I am sad to say that this is something that is not preached or taught in the majority of churches in our day. Too many pastors are fearful of offending people by calling a sin “a sin.” Our church confronts on going sinful behavior and we do practice the ministry of reconciliation found in Matthew 18. However, I know this is not the case among many of you who read today. Your pastor does not confront sin in the church. He is willing to talk about mistakes and how to live a good life, and be a good person but out of fear of affecting the collection plate he will not talk about sin.
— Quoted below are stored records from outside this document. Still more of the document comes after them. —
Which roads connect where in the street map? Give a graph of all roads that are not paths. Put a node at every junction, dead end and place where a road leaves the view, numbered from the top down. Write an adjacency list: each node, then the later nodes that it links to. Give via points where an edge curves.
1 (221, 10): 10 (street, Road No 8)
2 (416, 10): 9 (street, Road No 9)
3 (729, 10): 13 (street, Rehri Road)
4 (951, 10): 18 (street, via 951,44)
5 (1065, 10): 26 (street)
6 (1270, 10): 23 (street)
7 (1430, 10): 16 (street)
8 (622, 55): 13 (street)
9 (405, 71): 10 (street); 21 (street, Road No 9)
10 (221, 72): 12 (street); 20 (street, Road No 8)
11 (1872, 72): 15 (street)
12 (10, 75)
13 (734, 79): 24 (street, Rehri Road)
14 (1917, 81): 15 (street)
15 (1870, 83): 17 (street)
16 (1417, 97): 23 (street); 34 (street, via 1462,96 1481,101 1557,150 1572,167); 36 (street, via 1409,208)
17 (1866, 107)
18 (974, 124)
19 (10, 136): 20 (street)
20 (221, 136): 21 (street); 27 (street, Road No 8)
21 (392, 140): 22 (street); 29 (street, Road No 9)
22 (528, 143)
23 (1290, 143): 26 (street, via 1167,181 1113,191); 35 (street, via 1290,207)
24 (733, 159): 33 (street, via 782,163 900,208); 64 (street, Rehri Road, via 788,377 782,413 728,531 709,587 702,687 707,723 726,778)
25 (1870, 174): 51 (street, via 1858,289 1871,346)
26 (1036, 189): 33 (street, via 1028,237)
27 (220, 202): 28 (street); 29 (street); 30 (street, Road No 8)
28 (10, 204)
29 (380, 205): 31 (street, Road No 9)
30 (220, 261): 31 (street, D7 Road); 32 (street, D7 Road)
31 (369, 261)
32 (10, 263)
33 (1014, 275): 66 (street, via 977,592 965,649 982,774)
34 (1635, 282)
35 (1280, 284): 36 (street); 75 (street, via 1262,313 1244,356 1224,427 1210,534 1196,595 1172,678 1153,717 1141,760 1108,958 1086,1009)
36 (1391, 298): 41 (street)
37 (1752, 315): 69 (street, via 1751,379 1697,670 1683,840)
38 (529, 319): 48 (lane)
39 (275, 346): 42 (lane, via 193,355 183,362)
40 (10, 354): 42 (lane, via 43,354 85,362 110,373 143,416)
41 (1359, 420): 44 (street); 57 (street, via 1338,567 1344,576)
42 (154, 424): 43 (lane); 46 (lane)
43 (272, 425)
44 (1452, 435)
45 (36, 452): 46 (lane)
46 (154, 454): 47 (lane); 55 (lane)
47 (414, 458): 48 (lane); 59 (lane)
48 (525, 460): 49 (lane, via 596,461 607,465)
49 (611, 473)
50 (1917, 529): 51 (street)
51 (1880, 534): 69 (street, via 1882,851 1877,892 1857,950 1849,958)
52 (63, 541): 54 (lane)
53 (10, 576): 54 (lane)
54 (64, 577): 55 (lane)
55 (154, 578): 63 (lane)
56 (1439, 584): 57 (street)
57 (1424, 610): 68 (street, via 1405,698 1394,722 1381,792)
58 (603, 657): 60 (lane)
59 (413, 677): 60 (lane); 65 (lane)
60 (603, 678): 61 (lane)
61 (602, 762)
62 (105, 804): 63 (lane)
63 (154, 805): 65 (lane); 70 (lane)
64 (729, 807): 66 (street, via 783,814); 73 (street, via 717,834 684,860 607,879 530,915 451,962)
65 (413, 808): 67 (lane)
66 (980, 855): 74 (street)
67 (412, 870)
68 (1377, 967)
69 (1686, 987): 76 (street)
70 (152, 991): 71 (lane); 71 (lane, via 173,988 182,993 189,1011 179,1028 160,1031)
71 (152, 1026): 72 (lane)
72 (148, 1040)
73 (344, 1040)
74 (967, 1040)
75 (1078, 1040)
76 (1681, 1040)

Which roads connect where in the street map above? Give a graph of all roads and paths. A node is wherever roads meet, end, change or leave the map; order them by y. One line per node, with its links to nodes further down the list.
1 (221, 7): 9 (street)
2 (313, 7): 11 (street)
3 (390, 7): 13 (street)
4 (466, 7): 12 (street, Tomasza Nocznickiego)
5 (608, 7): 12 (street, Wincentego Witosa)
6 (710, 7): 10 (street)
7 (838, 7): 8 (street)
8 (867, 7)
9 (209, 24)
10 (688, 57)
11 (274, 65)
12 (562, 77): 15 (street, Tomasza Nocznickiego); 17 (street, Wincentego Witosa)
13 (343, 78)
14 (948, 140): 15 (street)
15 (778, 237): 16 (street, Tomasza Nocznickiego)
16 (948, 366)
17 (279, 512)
Not being a pastor, I have the luxury of calling ’em as I see ’em (to use an old baseball phrase).
This is not a post of judgment, nor accusation of you as you struggle to deal with the sin in your life, it is a reminder that there is simply far, far, too much sin being condoned among Christians! I include myself in this because I too live in the world and am assaulted by my own sinful desires constantly! I am not so prideful I will say I have got this all down, because I don’t. In fact, a recent situation is what encouraged me to write a blog on this topic.
Before you will cease sinning in your heart you must be convinced that what you are doing or saying is sinful and an unholy affront to God. If you are thinking you are going to stop a behavior pattern simply because someone is angry with you, or you have been rebuked, or even because it is going to cost you money- you are wrong. You may cease for a while, “be good” for a while, but unless change of heart accompanies and even precedes the actions you are simply rearranging your flesh.
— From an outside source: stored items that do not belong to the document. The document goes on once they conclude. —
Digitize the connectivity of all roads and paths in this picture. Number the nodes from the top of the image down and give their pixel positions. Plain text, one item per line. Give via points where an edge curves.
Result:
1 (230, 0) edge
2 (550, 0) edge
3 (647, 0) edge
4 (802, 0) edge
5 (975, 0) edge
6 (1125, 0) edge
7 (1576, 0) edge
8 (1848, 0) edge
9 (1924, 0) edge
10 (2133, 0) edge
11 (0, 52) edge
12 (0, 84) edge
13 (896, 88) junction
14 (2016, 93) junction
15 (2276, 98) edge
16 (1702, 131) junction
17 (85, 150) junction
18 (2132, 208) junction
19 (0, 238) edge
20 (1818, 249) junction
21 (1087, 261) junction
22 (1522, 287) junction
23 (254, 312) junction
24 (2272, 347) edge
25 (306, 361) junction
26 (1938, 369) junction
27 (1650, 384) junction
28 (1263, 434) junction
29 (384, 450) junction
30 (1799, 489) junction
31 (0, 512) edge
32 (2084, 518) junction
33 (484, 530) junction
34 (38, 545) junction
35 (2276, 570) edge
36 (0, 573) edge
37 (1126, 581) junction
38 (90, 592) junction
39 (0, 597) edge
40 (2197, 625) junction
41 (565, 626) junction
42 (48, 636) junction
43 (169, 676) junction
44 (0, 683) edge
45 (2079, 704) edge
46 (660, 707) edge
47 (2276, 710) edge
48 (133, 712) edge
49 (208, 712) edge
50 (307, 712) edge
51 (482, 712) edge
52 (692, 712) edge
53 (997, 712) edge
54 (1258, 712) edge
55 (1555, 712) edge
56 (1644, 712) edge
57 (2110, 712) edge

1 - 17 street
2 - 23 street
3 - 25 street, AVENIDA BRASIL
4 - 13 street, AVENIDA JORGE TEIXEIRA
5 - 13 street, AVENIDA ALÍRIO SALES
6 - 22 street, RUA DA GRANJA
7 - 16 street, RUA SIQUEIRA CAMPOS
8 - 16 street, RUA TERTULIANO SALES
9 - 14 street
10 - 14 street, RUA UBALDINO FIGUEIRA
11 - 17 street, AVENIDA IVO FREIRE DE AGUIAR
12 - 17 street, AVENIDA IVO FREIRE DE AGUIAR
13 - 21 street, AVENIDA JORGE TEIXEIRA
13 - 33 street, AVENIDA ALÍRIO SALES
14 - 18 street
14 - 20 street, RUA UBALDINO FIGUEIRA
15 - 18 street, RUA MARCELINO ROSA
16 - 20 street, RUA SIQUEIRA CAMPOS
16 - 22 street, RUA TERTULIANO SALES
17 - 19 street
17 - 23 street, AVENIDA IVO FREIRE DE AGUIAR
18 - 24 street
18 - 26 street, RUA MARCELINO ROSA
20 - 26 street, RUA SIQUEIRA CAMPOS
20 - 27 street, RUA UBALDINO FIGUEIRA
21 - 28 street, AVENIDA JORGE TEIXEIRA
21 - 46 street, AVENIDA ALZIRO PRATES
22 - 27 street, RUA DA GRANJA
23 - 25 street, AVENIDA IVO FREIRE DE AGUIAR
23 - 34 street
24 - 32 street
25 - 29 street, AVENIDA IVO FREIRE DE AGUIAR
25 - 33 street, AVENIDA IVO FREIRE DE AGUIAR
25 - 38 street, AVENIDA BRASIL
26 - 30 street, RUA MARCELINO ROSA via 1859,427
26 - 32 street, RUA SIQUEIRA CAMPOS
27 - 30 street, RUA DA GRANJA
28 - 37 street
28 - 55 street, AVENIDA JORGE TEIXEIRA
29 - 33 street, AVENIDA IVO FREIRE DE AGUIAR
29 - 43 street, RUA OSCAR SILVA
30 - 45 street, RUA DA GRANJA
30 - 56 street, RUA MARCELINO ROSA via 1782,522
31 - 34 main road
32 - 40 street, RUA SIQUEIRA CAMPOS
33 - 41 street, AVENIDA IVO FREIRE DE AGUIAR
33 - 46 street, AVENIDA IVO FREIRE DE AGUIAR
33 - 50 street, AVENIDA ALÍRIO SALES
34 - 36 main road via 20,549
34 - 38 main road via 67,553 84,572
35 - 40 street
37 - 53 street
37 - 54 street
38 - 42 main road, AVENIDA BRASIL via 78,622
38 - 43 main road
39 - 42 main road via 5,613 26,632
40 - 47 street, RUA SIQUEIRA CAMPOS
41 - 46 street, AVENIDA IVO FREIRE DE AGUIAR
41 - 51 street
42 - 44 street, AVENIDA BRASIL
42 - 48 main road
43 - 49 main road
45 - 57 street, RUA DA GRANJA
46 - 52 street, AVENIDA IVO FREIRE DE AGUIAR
Heart change begins with conviction. This is why I believe so much counseling fails. The counselor is more concerned with being a friend than pointing out what the Bible says about our thoughts, beliefs, and desires as being sinful. I maintain that if I am your friend I have the responsibility to teach, rebuke, correct and train you in righteousness by the Word of God and you as my friend have the same duty toward me. Mutual accountability in the Body of Christ is necessary for our growth and change, because it is a tool leading to conviction of the heart.
How do we describe conviction? Is conviction a feeling? Is it a sensation of sickness in the pit of your stomach? Does it bring shame and condemnation? Conviction of sin arises when we are convinced that something we have said, done, or thought is wrong. It is a work of the informed conscience regarding something the Bible teaches or something we have been taught the Bible or our religion teaches.
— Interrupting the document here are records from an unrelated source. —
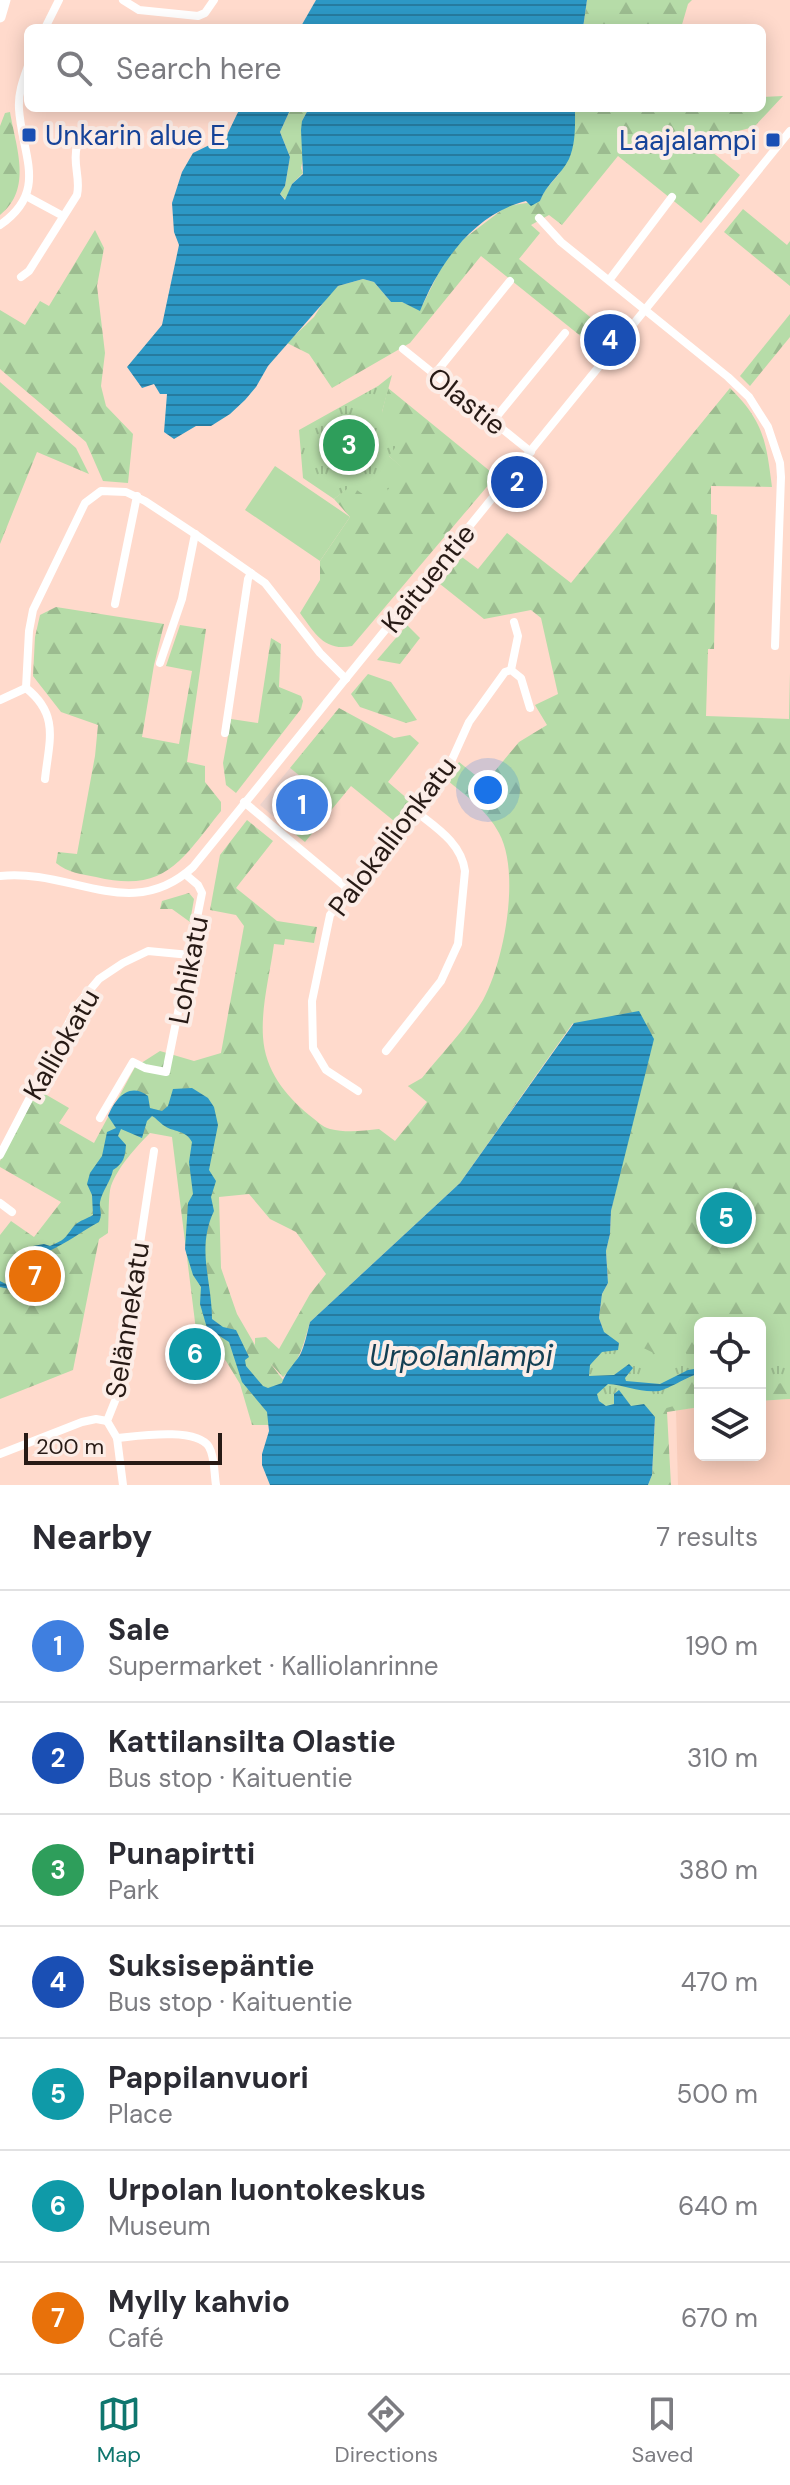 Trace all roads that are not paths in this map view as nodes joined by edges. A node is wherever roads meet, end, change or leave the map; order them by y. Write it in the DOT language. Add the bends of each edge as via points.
graph roads {
  1 [pos="5,0"];
  2 [pos="59,0"];
  3 [pos="123,0"];
  4 [pos="214,0"];
  5 [pos="0,17"];
  6 [pos="47,24"];
  7 [pos="24,77"];
  8 [pos="790,131"];
  9 [pos="77,146"];
  10 [pos="26,196"];
  11 [pos="672,197"];
  12 [pos="63,216"];
  13 [pos="539,218"];
  14 [pos="0,225"];
  15 [pos="21,277"];
  16 [pos="610,279"];
  17 [pos="510,281"];
  18 [pos="646,311"];
  19 [pos="565,333"];
  20 [pos="403,349"];
  21 [pos="434,375"];
  22 [pos="493,421"];
  23 [pos="531,452"];
  24 [pos="137,496"];
  25 [pos="785,518"];
  26 [pos="195,534"];
  27 [pos="251,573"];
  28 [pos="115,604"];
  29 [pos="514,622"];
  30 [pos="775,646"];
  31 [pos="160,663"];
  32 [pos="511,670"];
  33 [pos="346,679"];
  34 [pos="26,688"];
  35 [pos="0,700"];
  36 [pos="530,708"];
  37 [pos="225,733"];
  38 [pos="45,779"];
  39 [pos="244,802"];
  40 [pos="414,810"];
  41 [pos="185,874"];
  42 [pos="0,876"];
  43 [pos="348,889"];
  44 [pos="190,955"];
  45 [pos="386,1051"];
  46 [pos="358,1091"];
  47 [pos="100,1118"];
  48 [pos="154,1151"];
  49 [pos="0,1155"];
  50 [pos="0,1203"];
  51 [pos="12,1212"];
  52 [pos="107,1421"];
  53 [pos="117,1438"];
  54 [pos="0,1454"];
  55 [pos="123,1485"];
  56 [pos="216,1485"];
  1 -- 5 [label="highway"];
  2 -- 6 [label="street"];
  3 -- 4 [label="street" via="139,10 198,16"];
  7 -- 10 [label="street" via="19,103 30,168"];
  8 -- 18 [label="street, Kaituentie"];
  9 -- 12 [label="street" via="79,187"];
  10 -- 12 [label="street"];
  10 -- 14 [label="street"];
  11 -- 16 [label="street"];
  12 -- 15 [label="street"];
  13 -- 16 [label="street"];
  16 -- 18 [label="street"];
  17 -- 21 [label="street"];
  18 -- 23 [label="street, Kaituentie"];
  18 -- 25 [label="street" via="758,408 780,463"];
  19 -- 22 [label="street"];
  20 -- 21 [label="street, Olastie"];
  21 -- 22 [label="street, Olastie"];
  22 -- 23 [label="street, Olastie"];
  23 -- 33 [label="street, Kaituentie"];
  24 -- 26 [label="street"];
  24 -- 28 [label="street"];
  24 -- 34 [label="street" via="101,491 85,503 33,610"];
  25 -- 30 [label="street"];
  26 -- 27 [label="street"];
  26 -- 31 [label="street" via="182,599"];
  27 -- 33 [label="street" via="271,589"];
  27 -- 37 [label="street"];
  29 -- 32 [label="street" via="518,636"];
  32 -- 36 [label="street" via="521,678"];
  32 -- 40 [label="street, Palokallionkatu" via="469,722 450,764"];
  33 -- 39 [label="street, Kaituentie"];
  34 -- 35 [label="street"];
  34 -- 38 [label="street" via="45,706 50,719"];
  39 -- 41 [label="street, Kaituentie"];
  39 -- 43 [label="street"];
  40 -- 43 [label="street, Palokallionkatu"];
  40 -- 45 [label="street" via="457,846 464,860 458,944 441,981"];
  41 -- 42 [label="street, Kaituentie" via="167,886 134,894 35,874"];
  41 -- 44 [label="street, Lohikatu" via="202,893"];
  43 -- 46 [label="street, Palokallionkatu" via="323,937 312,1001 313,1048 326,1070"];
  44 -- 47 [label="street, Lohikatu" via="166,1072 133,1062"];
  44 -- 49 [label="street, Kalliokatu" via="148,951 99,979 79,1003"];
  48 -- 52 [label="street, Selännekatu" via="117,1396"];
  50 -- 51 [label="street"];
  52 -- 53 [label="street, Selännekatu"];
  52 -- 54 [label="street" via="82,1422"];
  53 -- 55 [label="street, Selännekatu"];
  53 -- 56 [label="street" via="198,1438 211,1451"];
}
The closest I can find in the Bible to what I am trying to say is in Romans 2, a parenthetical verse which is in reference to Gentiles who obey the law even though they are not bound by the law. Look here:
Indeed, when Gentiles, who do not have the law, do by nature things required by the law, they are a law for themselves, even though they do not have the law, since they show that the requirements of the law are written on their hearts, their consciences also bearing witness, and their thoughts now accusing, now even defending them. Romans 2:14-15
My definition of conviction would be: When “right” is inscribed upon our hearts through the ministry of the Holy Spirit, and our moral conscience testifies with our thoughts, intervening or adjoining with our thoughts and conscience that what we have done is wrong, we experience the knowledge that we have offended a Holy God.
Our response to such conviction further reveals the condition of our heart. If our reaction is like that of Peter who went out and wept bitterly (Luke 22:62) we are on the right path. If our response is like that of many who determine to justify their sin, qualify their apology, and set aside the biblical command to confess and repent there will be further trouble to come.
This is why I maintain that repentance is required for change. If a person refuses to repent of their sin there is no reason to believe they desire to live their life to glorify God.